## Task objective
Go through the data below and gather each line containing "icon".

## Provided data
· · · · · · ·
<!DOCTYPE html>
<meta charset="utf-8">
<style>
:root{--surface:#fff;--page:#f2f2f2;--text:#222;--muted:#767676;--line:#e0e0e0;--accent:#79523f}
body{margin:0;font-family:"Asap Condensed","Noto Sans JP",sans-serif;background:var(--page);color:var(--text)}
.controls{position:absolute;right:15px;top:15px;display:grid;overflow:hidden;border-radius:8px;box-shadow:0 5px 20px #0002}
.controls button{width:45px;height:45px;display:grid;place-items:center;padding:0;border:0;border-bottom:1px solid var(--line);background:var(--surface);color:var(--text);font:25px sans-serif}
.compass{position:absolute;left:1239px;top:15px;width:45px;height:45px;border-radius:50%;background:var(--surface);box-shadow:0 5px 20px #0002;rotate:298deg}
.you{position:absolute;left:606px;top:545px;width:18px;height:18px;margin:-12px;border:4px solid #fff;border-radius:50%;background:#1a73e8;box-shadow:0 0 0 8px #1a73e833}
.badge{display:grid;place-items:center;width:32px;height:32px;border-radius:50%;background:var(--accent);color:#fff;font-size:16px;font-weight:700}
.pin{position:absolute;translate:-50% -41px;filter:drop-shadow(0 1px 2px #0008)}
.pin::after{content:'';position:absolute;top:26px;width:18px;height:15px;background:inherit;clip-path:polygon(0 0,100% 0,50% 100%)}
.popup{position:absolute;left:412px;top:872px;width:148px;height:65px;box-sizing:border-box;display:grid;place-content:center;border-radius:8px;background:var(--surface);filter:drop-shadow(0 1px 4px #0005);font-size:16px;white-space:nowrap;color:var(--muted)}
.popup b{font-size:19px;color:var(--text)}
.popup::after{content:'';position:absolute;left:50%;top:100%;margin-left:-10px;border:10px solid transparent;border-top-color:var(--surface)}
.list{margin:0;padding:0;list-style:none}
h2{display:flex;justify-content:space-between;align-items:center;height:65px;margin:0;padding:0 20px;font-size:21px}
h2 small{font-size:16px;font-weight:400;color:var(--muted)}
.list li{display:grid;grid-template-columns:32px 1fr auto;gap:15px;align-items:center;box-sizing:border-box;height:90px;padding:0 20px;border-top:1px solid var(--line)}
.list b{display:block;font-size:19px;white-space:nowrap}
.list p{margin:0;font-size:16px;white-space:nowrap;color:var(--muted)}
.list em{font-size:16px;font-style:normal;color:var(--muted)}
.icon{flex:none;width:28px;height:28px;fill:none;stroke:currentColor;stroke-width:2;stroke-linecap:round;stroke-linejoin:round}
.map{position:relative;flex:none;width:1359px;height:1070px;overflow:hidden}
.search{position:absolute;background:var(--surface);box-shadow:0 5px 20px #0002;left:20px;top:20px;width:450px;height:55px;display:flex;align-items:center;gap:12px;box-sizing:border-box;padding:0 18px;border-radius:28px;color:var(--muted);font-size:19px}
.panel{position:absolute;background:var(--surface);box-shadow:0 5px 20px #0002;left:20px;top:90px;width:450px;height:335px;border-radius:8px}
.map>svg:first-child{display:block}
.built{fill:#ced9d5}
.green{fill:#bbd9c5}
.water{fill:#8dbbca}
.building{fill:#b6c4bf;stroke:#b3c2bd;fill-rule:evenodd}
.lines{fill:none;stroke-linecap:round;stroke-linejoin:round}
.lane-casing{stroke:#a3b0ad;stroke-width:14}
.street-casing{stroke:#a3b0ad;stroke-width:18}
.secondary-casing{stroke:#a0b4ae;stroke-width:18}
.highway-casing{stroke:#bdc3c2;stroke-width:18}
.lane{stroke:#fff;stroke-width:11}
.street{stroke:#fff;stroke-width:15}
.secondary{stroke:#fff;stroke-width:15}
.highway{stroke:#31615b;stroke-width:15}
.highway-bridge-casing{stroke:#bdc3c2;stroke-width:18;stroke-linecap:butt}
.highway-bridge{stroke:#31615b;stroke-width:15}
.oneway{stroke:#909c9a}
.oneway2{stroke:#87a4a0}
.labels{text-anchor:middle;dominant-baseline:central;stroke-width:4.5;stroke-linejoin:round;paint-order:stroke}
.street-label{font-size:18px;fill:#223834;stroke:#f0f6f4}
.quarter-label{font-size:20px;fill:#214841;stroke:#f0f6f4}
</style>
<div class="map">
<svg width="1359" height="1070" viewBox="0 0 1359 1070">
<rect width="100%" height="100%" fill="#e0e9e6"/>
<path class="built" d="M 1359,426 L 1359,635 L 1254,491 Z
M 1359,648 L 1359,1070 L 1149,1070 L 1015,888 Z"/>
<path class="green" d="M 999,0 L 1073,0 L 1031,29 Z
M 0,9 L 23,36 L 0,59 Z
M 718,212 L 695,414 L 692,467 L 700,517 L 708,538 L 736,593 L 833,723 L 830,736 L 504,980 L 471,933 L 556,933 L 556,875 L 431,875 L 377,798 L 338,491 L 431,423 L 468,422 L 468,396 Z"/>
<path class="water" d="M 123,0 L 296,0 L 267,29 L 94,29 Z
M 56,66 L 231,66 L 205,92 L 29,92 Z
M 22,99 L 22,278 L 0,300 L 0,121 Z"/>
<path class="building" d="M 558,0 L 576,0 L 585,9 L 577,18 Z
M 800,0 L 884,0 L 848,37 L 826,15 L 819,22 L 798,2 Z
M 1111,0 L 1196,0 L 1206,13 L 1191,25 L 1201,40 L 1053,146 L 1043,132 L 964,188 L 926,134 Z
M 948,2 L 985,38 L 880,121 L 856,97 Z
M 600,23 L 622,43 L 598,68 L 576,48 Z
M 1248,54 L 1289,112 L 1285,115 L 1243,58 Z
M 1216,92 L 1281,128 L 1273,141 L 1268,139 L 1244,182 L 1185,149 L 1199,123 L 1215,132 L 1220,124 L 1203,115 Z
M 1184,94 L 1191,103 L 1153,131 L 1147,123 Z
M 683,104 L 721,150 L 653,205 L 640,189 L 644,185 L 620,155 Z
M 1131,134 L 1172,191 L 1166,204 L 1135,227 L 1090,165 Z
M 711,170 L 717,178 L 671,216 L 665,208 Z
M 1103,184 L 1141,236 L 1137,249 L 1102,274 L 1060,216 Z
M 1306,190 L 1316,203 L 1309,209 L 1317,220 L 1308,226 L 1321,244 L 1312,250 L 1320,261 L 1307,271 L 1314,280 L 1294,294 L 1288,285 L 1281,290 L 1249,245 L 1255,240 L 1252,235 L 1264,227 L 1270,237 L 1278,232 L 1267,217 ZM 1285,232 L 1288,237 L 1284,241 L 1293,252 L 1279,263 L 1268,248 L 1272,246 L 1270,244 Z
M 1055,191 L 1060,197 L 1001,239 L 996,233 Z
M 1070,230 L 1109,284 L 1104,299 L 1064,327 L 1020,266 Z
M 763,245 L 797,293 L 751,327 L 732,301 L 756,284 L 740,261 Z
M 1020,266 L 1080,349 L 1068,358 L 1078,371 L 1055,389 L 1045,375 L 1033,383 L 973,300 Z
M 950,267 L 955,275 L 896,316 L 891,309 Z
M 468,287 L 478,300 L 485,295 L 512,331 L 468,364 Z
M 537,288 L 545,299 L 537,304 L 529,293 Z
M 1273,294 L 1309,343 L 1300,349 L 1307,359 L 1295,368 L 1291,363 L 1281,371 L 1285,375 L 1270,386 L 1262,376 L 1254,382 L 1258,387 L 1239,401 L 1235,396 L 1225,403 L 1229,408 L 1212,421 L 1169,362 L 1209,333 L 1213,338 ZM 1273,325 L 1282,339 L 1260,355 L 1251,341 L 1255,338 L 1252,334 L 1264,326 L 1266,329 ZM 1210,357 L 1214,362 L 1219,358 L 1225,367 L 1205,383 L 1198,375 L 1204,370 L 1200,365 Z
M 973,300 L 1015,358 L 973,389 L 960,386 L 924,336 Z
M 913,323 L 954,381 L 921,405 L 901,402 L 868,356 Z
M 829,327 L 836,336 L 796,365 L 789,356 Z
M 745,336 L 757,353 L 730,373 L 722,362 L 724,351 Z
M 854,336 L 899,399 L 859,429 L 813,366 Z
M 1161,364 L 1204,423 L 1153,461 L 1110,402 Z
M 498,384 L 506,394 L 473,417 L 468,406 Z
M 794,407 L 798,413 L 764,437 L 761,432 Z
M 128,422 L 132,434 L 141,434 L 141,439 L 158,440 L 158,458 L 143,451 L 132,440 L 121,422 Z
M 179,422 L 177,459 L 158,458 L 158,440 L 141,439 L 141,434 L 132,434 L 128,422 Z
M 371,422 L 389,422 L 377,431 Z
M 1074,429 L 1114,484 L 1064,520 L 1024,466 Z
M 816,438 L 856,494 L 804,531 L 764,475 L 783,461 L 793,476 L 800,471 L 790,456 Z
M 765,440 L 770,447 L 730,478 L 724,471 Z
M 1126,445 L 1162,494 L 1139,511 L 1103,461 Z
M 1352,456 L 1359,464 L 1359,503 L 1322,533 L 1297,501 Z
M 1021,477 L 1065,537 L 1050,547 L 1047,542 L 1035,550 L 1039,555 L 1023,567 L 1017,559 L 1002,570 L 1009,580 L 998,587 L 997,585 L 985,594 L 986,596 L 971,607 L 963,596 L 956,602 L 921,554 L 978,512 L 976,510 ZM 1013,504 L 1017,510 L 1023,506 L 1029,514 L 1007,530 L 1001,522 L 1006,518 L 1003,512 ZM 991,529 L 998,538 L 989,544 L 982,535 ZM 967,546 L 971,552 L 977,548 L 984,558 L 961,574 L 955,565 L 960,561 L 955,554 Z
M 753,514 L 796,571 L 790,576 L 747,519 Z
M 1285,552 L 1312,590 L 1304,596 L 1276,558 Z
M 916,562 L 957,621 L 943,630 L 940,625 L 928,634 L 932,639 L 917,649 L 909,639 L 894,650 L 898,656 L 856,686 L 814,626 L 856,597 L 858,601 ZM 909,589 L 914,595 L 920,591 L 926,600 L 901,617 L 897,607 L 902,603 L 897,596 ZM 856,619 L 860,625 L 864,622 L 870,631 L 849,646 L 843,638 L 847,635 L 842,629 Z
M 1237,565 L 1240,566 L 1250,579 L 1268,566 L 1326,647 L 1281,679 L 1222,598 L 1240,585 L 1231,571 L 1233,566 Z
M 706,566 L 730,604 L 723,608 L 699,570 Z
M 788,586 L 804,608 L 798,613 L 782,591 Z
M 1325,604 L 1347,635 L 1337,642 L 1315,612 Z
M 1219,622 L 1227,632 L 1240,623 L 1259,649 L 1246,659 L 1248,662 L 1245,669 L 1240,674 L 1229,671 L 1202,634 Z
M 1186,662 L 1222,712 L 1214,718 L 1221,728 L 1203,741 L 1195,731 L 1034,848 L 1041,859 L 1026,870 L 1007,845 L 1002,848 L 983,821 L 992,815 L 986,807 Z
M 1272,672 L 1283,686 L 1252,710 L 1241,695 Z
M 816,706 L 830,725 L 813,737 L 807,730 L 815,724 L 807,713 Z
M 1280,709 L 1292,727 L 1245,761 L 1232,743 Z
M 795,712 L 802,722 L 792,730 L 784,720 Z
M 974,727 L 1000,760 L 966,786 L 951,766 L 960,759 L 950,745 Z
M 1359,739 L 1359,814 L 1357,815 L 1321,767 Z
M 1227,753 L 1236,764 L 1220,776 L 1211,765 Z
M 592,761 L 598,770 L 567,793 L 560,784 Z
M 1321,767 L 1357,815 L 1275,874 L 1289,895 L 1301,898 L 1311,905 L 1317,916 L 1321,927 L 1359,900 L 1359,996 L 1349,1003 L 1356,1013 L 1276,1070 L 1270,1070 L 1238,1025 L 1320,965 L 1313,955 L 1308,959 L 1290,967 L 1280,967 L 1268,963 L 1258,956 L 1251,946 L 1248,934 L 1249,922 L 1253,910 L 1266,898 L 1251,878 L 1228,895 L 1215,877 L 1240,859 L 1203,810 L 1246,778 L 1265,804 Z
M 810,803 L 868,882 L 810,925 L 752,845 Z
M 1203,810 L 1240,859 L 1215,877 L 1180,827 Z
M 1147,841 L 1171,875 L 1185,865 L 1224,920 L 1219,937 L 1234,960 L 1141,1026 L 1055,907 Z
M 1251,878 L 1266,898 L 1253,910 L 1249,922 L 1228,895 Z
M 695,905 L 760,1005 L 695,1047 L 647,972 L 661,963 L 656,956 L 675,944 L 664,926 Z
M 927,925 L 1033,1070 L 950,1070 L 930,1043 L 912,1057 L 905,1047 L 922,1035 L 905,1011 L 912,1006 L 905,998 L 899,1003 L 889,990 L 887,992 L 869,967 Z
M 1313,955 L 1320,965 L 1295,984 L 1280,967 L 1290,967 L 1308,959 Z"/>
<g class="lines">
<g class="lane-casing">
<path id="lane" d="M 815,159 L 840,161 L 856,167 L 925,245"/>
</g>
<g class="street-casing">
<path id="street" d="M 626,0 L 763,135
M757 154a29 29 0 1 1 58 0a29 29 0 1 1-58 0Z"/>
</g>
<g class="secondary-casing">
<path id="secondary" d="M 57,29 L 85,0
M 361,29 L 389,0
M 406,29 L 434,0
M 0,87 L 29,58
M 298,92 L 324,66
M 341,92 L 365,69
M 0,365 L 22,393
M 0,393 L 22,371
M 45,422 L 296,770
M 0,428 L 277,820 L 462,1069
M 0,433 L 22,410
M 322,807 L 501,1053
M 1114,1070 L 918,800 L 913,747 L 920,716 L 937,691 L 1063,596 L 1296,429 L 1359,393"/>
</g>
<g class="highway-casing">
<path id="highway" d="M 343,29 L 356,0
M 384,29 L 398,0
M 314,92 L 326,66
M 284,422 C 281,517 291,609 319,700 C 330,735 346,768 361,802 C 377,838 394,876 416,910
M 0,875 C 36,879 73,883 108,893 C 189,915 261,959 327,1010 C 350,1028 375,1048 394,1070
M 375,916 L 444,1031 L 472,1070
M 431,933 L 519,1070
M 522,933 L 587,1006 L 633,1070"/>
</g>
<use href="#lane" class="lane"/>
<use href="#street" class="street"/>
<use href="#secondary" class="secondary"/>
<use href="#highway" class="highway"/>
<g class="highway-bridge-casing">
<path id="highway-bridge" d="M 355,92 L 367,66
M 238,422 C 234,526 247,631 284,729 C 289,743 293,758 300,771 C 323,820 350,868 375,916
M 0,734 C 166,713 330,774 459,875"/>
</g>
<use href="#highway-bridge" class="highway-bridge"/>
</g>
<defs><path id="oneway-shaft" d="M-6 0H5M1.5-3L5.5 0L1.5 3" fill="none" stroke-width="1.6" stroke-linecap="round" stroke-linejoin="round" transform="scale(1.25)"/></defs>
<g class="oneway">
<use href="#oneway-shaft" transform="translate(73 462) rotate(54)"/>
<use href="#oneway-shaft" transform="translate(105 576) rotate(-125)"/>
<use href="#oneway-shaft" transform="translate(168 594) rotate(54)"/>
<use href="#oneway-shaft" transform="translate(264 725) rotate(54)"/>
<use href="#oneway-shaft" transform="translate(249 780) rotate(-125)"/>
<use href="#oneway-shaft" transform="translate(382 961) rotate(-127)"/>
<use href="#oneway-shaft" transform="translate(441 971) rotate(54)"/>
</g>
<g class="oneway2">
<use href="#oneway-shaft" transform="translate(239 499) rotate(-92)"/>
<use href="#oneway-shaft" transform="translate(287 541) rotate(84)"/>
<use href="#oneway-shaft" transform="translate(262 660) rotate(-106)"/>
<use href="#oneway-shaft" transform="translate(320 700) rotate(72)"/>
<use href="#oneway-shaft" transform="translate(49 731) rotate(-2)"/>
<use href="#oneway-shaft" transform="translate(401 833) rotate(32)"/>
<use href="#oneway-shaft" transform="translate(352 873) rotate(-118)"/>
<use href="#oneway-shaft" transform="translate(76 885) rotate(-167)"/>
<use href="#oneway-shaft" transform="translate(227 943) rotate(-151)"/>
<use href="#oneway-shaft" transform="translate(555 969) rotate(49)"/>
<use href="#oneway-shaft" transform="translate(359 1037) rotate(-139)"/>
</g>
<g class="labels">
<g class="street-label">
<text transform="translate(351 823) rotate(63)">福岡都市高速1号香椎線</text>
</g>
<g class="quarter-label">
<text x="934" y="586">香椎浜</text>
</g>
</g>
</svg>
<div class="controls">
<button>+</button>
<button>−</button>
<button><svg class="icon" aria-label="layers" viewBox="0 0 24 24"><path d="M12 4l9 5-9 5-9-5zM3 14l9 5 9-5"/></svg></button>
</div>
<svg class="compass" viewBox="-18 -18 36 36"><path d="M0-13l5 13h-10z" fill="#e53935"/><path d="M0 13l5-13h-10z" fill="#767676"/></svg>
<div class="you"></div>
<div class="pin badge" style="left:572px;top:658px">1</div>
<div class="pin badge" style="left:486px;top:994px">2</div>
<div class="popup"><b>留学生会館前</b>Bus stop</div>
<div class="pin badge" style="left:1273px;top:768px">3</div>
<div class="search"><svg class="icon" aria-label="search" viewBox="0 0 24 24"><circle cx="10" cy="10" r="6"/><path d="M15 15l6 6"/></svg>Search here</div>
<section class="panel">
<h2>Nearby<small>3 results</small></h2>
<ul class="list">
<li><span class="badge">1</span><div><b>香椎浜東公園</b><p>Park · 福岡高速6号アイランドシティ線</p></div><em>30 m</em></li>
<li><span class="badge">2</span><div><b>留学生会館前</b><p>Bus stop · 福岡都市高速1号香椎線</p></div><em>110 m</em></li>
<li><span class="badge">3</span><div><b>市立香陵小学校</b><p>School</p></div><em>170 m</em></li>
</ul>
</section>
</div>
· · · · · · ·
## Response below
.icon{flex:none;width:28px;height:28px;fill:none;stroke:currentColor;stroke-width:2;stroke-linecap:round;stroke-linejoin:round}
<button><svg class="icon" aria-label="layers" viewBox="0 0 24 24"><path d="M12 4l9 5-9 5-9-5zM3 14l9 5 9-5"/></svg></button>
<div class="search"><svg class="icon" aria-label="search" viewBox="0 0 24 24"><circle cx="10" cy="10" r="6"/><path d="M15 15l6 6"/></svg>Search here</div>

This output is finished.